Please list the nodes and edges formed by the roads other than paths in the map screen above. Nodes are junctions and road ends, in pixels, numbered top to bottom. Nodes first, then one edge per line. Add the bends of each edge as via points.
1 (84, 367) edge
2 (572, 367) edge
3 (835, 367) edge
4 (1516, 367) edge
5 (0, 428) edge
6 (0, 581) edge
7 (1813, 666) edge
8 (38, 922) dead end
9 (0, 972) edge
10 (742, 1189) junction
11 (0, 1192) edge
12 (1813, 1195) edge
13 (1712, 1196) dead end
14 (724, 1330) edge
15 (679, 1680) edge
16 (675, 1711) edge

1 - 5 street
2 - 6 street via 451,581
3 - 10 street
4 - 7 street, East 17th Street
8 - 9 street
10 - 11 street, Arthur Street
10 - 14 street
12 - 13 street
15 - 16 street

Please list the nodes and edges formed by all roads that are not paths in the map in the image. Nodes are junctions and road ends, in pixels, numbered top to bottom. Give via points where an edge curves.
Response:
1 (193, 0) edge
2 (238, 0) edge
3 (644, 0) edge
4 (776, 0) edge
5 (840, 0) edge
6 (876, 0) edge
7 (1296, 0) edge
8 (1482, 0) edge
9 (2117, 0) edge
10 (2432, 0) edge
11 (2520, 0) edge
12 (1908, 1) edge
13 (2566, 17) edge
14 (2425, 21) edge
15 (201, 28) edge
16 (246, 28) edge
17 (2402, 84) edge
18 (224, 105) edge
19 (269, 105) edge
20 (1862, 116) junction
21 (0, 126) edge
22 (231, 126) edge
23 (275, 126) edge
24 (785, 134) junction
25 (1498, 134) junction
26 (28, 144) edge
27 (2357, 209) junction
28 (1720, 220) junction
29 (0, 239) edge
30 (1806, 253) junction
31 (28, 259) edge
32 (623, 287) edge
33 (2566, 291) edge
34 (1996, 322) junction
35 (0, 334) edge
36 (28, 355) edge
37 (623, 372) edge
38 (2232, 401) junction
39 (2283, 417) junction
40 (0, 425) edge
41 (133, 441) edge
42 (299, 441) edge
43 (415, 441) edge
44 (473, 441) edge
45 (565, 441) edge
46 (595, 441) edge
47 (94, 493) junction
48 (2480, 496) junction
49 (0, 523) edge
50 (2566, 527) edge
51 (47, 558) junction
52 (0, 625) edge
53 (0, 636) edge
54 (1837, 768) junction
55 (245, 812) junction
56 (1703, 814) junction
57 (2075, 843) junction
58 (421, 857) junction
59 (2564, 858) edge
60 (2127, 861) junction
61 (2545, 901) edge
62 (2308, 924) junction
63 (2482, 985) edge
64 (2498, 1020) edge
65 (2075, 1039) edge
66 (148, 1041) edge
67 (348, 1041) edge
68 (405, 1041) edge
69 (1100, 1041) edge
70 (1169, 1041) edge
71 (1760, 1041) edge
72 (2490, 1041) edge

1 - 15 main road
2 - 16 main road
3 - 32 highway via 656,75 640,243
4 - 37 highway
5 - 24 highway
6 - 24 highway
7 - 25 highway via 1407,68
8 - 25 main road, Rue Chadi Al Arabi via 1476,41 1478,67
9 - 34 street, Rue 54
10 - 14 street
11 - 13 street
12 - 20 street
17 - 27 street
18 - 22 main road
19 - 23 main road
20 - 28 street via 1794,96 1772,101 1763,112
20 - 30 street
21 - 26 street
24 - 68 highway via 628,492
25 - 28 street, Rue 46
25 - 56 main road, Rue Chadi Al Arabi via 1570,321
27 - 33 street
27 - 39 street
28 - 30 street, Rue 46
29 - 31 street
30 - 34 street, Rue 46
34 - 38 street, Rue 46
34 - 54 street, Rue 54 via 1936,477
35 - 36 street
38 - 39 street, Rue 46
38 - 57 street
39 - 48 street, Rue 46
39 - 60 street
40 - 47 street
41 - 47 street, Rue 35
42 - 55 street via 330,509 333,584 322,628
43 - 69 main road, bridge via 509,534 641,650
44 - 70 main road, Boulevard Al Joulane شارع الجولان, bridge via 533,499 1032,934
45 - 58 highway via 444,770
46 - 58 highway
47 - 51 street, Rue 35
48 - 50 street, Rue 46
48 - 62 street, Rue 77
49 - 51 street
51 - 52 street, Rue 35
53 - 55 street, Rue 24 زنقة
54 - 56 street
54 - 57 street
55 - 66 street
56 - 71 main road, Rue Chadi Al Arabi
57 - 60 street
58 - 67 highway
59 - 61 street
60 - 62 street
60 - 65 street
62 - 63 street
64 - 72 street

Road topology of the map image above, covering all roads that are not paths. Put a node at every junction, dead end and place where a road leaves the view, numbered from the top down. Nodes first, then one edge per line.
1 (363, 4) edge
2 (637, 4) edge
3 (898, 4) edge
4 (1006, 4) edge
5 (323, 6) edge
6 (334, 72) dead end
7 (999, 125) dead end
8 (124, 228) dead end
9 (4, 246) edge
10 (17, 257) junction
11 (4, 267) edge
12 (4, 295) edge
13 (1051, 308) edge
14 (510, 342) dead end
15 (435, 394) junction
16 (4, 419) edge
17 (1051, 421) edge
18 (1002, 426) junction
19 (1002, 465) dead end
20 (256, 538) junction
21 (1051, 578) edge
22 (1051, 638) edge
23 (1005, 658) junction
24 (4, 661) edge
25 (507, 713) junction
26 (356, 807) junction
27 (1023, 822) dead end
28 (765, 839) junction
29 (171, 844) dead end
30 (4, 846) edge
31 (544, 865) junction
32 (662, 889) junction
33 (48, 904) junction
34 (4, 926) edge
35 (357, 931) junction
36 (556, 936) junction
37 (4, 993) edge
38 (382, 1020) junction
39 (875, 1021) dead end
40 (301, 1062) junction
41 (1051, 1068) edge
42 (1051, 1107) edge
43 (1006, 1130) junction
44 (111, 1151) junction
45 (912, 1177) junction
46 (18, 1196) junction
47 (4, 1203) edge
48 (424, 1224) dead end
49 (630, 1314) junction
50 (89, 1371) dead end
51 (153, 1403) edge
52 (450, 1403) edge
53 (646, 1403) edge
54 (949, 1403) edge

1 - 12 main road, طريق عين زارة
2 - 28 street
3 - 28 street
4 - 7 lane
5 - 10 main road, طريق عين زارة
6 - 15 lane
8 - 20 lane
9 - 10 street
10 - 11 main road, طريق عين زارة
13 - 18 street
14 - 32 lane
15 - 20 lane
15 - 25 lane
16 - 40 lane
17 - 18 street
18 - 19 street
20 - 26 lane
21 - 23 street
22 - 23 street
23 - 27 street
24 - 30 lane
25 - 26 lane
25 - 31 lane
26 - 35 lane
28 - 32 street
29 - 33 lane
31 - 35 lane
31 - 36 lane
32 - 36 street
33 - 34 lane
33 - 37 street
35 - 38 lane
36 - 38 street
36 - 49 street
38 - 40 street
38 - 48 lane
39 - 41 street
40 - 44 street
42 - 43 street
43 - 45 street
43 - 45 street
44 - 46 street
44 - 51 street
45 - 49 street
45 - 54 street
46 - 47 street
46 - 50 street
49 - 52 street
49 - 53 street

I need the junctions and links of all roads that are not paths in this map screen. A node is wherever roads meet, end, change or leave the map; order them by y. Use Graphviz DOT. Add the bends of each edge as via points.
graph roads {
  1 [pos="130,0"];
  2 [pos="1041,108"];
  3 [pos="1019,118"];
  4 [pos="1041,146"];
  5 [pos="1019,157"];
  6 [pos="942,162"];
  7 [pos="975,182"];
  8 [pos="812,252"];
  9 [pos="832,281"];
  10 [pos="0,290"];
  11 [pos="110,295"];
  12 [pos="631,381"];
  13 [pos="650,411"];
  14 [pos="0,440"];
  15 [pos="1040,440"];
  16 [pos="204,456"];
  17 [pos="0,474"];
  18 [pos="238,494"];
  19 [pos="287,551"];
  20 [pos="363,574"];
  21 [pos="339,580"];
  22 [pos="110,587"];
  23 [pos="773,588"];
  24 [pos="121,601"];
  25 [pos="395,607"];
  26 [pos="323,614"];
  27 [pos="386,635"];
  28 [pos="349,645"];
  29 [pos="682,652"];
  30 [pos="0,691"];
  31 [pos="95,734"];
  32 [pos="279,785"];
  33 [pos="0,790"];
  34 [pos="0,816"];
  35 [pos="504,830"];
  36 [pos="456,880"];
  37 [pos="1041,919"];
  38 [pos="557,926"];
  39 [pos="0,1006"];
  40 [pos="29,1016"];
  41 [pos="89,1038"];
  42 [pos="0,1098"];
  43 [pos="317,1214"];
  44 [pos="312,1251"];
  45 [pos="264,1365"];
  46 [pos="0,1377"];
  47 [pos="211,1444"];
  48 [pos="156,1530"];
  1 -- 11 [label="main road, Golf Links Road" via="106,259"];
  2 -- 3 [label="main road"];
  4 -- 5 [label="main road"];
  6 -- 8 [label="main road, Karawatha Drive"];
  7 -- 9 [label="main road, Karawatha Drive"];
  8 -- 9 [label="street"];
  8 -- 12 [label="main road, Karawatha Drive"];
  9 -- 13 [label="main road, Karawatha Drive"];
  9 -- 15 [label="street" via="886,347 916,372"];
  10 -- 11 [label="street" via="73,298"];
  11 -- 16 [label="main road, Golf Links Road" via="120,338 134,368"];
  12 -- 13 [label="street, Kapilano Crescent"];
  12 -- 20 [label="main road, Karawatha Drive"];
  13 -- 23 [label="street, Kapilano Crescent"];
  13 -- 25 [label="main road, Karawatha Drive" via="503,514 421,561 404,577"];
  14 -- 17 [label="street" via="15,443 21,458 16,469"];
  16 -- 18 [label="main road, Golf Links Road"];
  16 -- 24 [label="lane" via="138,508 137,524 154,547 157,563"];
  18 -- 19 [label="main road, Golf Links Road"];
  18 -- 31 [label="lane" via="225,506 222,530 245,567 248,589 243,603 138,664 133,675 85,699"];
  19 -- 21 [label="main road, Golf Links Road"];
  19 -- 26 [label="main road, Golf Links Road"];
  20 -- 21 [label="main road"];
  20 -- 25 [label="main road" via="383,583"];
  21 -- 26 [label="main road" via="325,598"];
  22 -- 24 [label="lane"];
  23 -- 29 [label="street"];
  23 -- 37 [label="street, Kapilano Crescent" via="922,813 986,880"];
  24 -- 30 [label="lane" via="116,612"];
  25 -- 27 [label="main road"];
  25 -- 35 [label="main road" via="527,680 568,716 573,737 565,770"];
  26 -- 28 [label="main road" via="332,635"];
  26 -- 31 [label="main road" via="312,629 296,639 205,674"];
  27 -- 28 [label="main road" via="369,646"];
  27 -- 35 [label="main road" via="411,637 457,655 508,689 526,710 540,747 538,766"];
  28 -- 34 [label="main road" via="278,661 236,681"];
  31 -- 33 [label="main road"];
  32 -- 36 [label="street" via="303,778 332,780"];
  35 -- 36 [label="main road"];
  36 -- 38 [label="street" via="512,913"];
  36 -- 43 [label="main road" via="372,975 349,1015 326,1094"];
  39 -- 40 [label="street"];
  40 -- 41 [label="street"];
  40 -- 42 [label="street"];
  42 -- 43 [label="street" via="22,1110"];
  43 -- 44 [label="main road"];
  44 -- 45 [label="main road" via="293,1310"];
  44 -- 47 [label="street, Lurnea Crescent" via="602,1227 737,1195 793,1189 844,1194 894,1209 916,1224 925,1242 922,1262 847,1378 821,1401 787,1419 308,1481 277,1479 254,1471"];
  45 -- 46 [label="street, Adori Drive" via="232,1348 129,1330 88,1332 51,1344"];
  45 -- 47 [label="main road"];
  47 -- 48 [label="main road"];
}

### What you have to do
Return the lines exactly as they stand, please. Start at the top of the material and finish with the line where "Please list the nodes and edges formed by all" appears.

### Result
Please list the nodes and edges formed by the roads other than paths in the map screen above. Nodes are junctions and road ends, in pixels, numbered top to bottom. Nodes first, then one edge per line. Add the bends of each edge as via points.
1 (84, 367) edge
2 (572, 367) edge
3 (835, 367) edge
4 (1516, 367) edge
5 (0, 428) edge
6 (0, 581) edge
7 (1813, 666) edge
8 (38, 922) dead end
9 (0, 972) edge
10 (742, 1189) junction
11 (0, 1192) edge
12 (1813, 1195) edge
13 (1712, 1196) dead end
14 (724, 1330) edge
15 (679, 1680) edge
16 (675, 1711) edge

1 - 5 street
2 - 6 street via 451,581
3 - 10 street
4 - 7 street, East 17th Street
8 - 9 street
10 - 11 street, Arthur Street
10 - 14 street
12 - 13 street
15 - 16 street

Please list the nodes and edges formed by all roads that are not paths in the map in the image. Nodes are junctions and road ends, in pixels, numbered top to bottom. Give via points where an edge curves.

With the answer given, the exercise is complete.